Collected data
####################

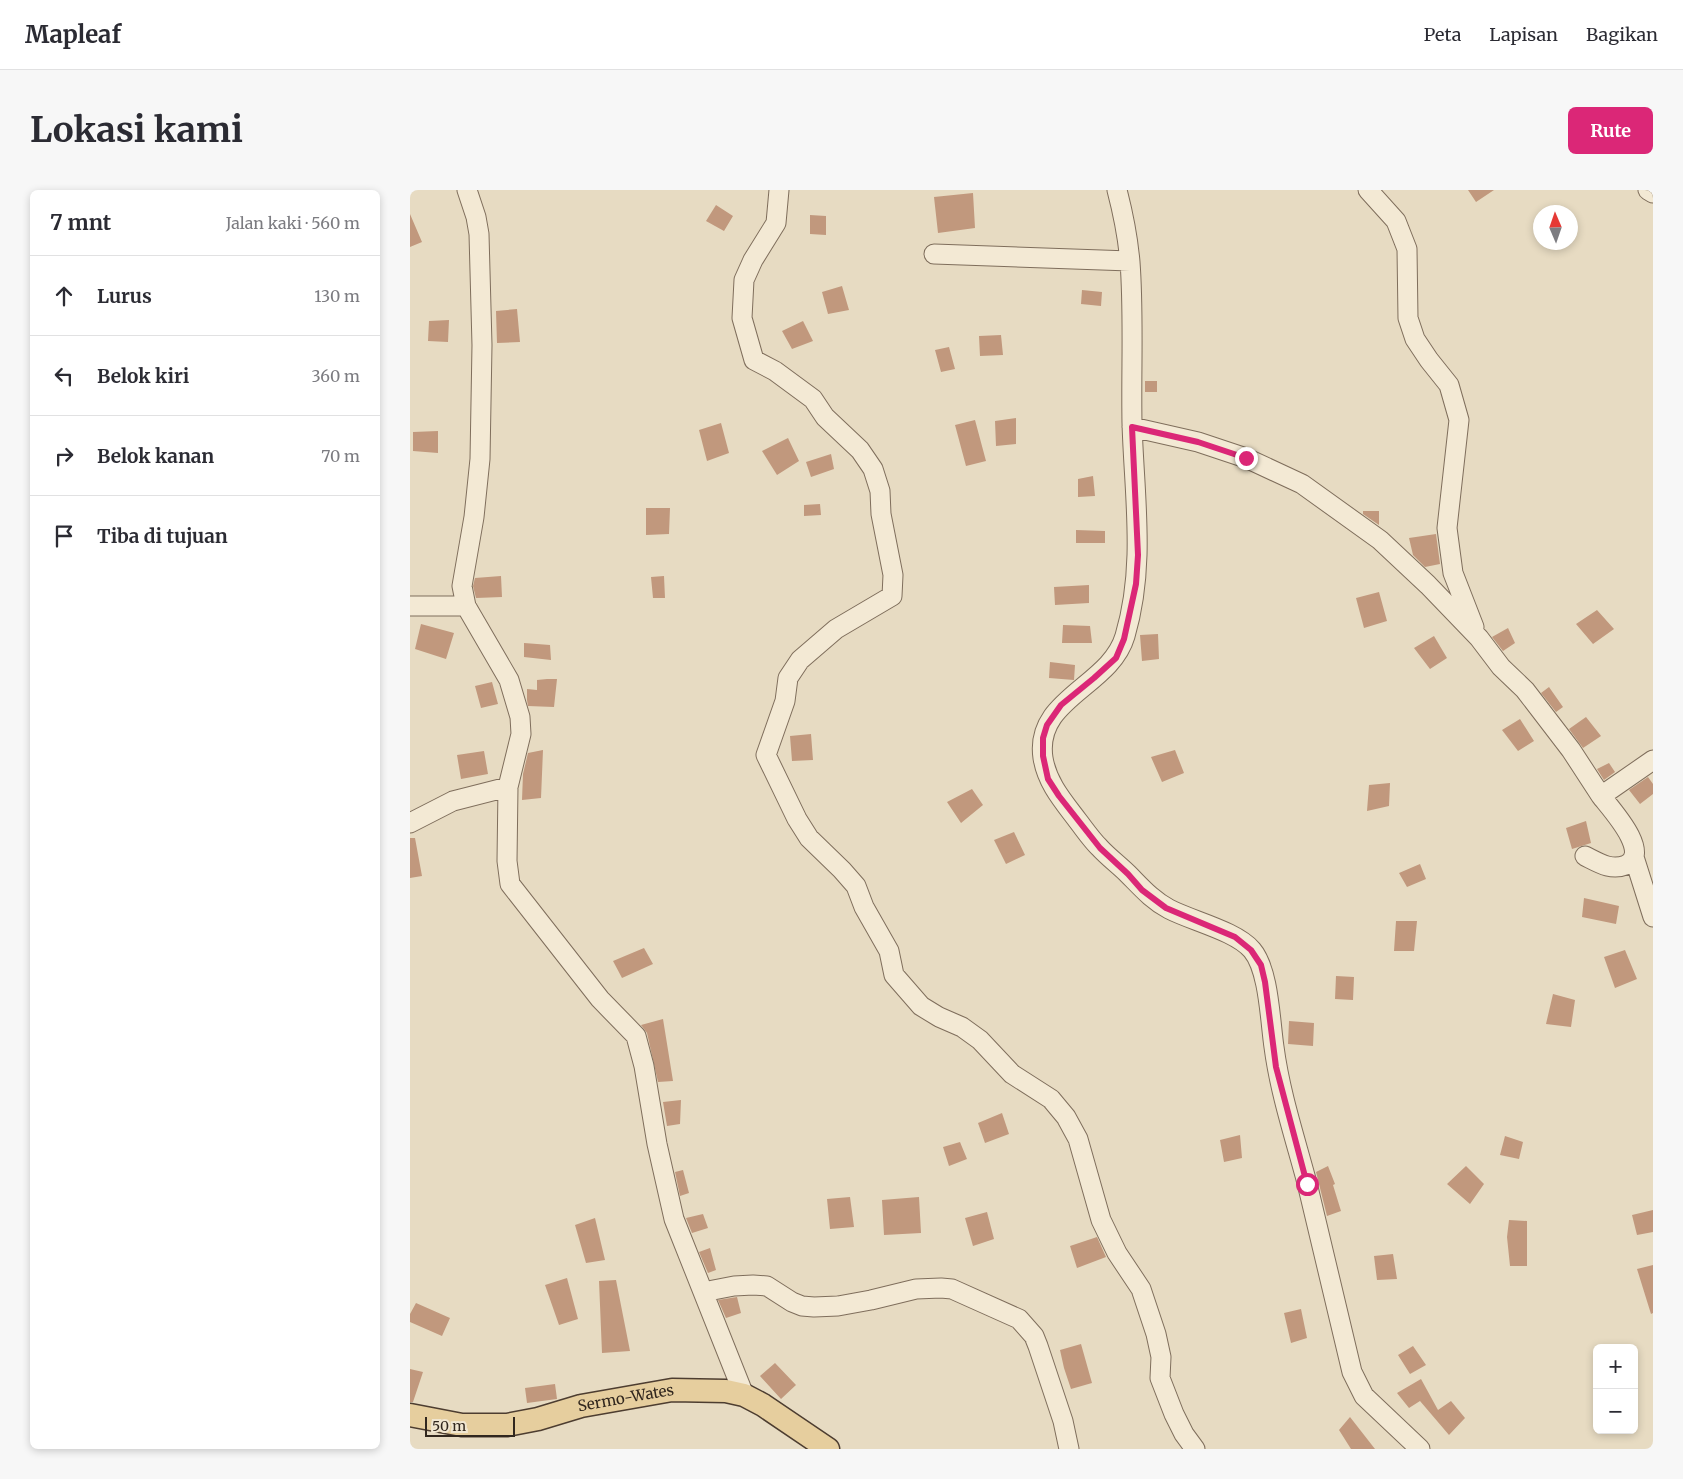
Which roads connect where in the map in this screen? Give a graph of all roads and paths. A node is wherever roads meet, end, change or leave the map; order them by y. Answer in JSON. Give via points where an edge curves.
{"nodes":[{"id":1,"x":467,"y":190,"type":"edge"},
{"id":2,"x":779,"y":190,"type":"edge"},
{"id":3,"x":1117,"y":190,"type":"edge"},
{"id":4,"x":1368,"y":190,"type":"edge"},
{"id":5,"x":1648,"y":190,"type":"edge"},
{"id":6,"x":1653,"y":193,"type":"edge"},
{"id":7,"x":934,"y":254,"type":"dead end"},
{"id":8,"x":1130,"y":261,"type":"junction"},
{"id":9,"x":1132,"y":427,"type":"junction"},
{"id":10,"x":410,"y":606,"type":"edge"},
{"id":11,"x":466,"y":606,"type":"junction"},
{"id":12,"x":1476,"y":635,"type":"junction"},
{"id":13,"x":1653,"y":760,"type":"edge"},
{"id":14,"x":508,"y":787,"type":"junction"},
{"id":15,"x":1601,"y":796,"type":"junction"},
{"id":16,"x":410,"y":823,"type":"edge"},
{"id":17,"x":1585,"y":856,"type":"dead end"},
{"id":18,"x":1634,"y":857,"type":"junction"},
{"id":19,"x":1653,"y":917,"type":"edge"},
{"id":20,"x":703,"y":1292,"type":"junction"},
{"id":21,"x":744,"y":1395,"type":"junction"},
{"id":22,"x":410,"y":1415,"type":"edge"},
{"id":23,"x":828,"y":1449,"type":"edge"},
{"id":24,"x":1069,"y":1449,"type":"edge"},
{"id":25,"x":1195,"y":1449,"type":"edge"},
{"id":26,"x":1420,"y":1449,"type":"edge"}],
"edges":[{"from":1,"to":11,"type":"street","via":[[479,234],[482,345],[480,458],[462,586]]},
{"from":2,"to":25,"type":"street","via":[[776,224],[744,280],[742,318],[754,360],[813,399],[825,417],[860,450],[873,469],[880,490],[892,596],[836,629],[800,660],[788,678],[785,701],[766,755],[809,838],[856,886],[889,951],[894,975],[920,1006],[980,1040],[1012,1074],[1051,1099],[1066,1117],[1078,1139],[1101,1220],[1117,1253],[1141,1289],[1162,1356],[1160,1378],[1174,1414]]},
{"from":3,"to":8,"type":"street"},
{"from":4,"to":12,"type":"street","via":[[1396,221],[1407,249],[1408,318],[1415,339],[1450,385],[1459,420],[1447,528],[1453,573]]},
{"from":5,"to":6,"type":"street"},
{"from":7,"to":8,"type":"street"},
{"from":8,"to":9,"type":"street"},
{"from":9,"to":12,"type":"street","via":[[1198,442],[1246,458],[1302,484],[1380,540]]},
{"from":9,"to":26,"type":"street","via":[[1138,555],[1131,611],[1116,658],[1061,705],[1047,725],[1043,756],[1048,779],[1100,848],[1142,890],[1166,908],[1235,937],[1251,950],[1261,965],[1276,1067],[1352,1372],[1364,1396]]},
{"from":10,"to":11,"type":"street"},
{"from":11,"to":14,"type":"street","via":[[509,680],[516,701],[521,734]]},
{"from":12,"to":15,"type":"street","via":[[1501,667],[1525,690]]},
{"from":13,"to":15,"type":"street"},
{"from":14,"to":16,"type":"street","via":[[453,801]]},
{"from":14,"to":20,"type":"street","via":[[507,861],[510,884],[600,999],[636,1036],[674,1218]]},
{"from":15,"to":18,"type":"street","via":[[1631,836]]},
{"from":17,"to":18,"type":"street","via":[[1607,867],[1621,867]]},
{"from":18,"to":19,"type":"street"},
{"from":20,"to":21,"type":"street"},
{"from":20,"to":24,"type":"street","via":[[752,1284],[767,1286],[792,1302],[814,1307],[838,1306],[916,1289],[952,1289],[1020,1318],[1038,1346]]},
{"from":21,"to":22,"type":"main road","name":"Sermo-Wates","via":[[726,1391],[672,1390],[581,1406],[507,1425],[462,1424]]},
{"from":21,"to":23,"type":"main road","name":"Sermo-Wates"}]}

####################

Every record above must be printed exactly, except for its images.

Which roads connect where in the map in this screen? Give a graph of all roads and paths. A node is wherever roads meet, end, change or leave the map; order them by y. Answer in JSON. Give via points where an edge curves.
{"nodes":[{"id":1,"x":467,"y":190,"type":"edge"},
{"id":2,"x":779,"y":190,"type":"edge"},
{"id":3,"x":1117,"y":190,"type":"edge"},
{"id":4,"x":1368,"y":190,"type":"edge"},
{"id":5,"x":1648,"y":190,"type":"edge"},
{"id":6,"x":1653,"y":193,"type":"edge"},
{"id":7,"x":934,"y":254,"type":"dead end"},
{"id":8,"x":1130,"y":261,"type":"junction"},
{"id":9,"x":1132,"y":427,"type":"junction"},
{"id":10,"x":410,"y":606,"type":"edge"},
{"id":11,"x":466,"y":606,"type":"junction"},
{"id":12,"x":1476,"y":635,"type":"junction"},
{"id":13,"x":1653,"y":760,"type":"edge"},
{"id":14,"x":508,"y":787,"type":"junction"},
{"id":15,"x":1601,"y":796,"type":"junction"},
{"id":16,"x":410,"y":823,"type":"edge"},
{"id":17,"x":1585,"y":856,"type":"dead end"},
{"id":18,"x":1634,"y":857,"type":"junction"},
{"id":19,"x":1653,"y":917,"type":"edge"},
{"id":20,"x":703,"y":1292,"type":"junction"},
{"id":21,"x":744,"y":1395,"type":"junction"},
{"id":22,"x":410,"y":1415,"type":"edge"},
{"id":23,"x":828,"y":1449,"type":"edge"},
{"id":24,"x":1069,"y":1449,"type":"edge"},
{"id":25,"x":1195,"y":1449,"type":"edge"},
{"id":26,"x":1420,"y":1449,"type":"edge"}],
"edges":[{"from":1,"to":11,"type":"street","via":[[479,234],[482,345],[480,458],[462,586]]},
{"from":2,"to":25,"type":"street","via":[[776,224],[744,280],[742,318],[754,360],[813,399],[825,417],[860,450],[873,469],[880,490],[892,596],[836,629],[800,660],[788,678],[785,701],[766,755],[809,838],[856,886],[889,951],[894,975],[920,1006],[980,1040],[1012,1074],[1051,1099],[1066,1117],[1078,1139],[1101,1220],[1117,1253],[1141,1289],[1162,1356],[1160,1378],[1174,1414]]},
{"from":3,"to":8,"type":"street"},
{"from":4,"to":12,"type":"street","via":[[1396,221],[1407,249],[1408,318],[1415,339],[1450,385],[1459,420],[1447,528],[1453,573]]},
{"from":5,"to":6,"type":"street"},
{"from":7,"to":8,"type":"street"},
{"from":8,"to":9,"type":"street"},
{"from":9,"to":12,"type":"street","via":[[1198,442],[1246,458],[1302,484],[1380,540]]},
{"from":9,"to":26,"type":"street","via":[[1138,555],[1131,611],[1116,658],[1061,705],[1047,725],[1043,756],[1048,779],[1100,848],[1142,890],[1166,908],[1235,937],[1251,950],[1261,965],[1276,1067],[1352,1372],[1364,1396]]},
{"from":10,"to":11,"type":"street"},
{"from":11,"to":14,"type":"street","via":[[509,680],[516,701],[521,734]]},
{"from":12,"to":15,"type":"street","via":[[1501,667],[1525,690]]},
{"from":13,"to":15,"type":"street"},
{"from":14,"to":16,"type":"street","via":[[453,801]]},
{"from":14,"to":20,"type":"street","via":[[507,861],[510,884],[600,999],[636,1036],[674,1218]]},
{"from":15,"to":18,"type":"street","via":[[1631,836]]},
{"from":17,"to":18,"type":"street","via":[[1607,867],[1621,867]]},
{"from":18,"to":19,"type":"street"},
{"from":20,"to":21,"type":"street"},
{"from":20,"to":24,"type":"street","via":[[752,1284],[767,1286],[792,1302],[814,1307],[838,1306],[916,1289],[952,1289],[1020,1318],[1038,1346]]},
{"from":21,"to":22,"type":"main road","name":"Sermo-Wates","via":[[726,1391],[672,1390],[581,1406],[507,1425],[462,1424]]},
{"from":21,"to":23,"type":"main road","name":"Sermo-Wates"}]}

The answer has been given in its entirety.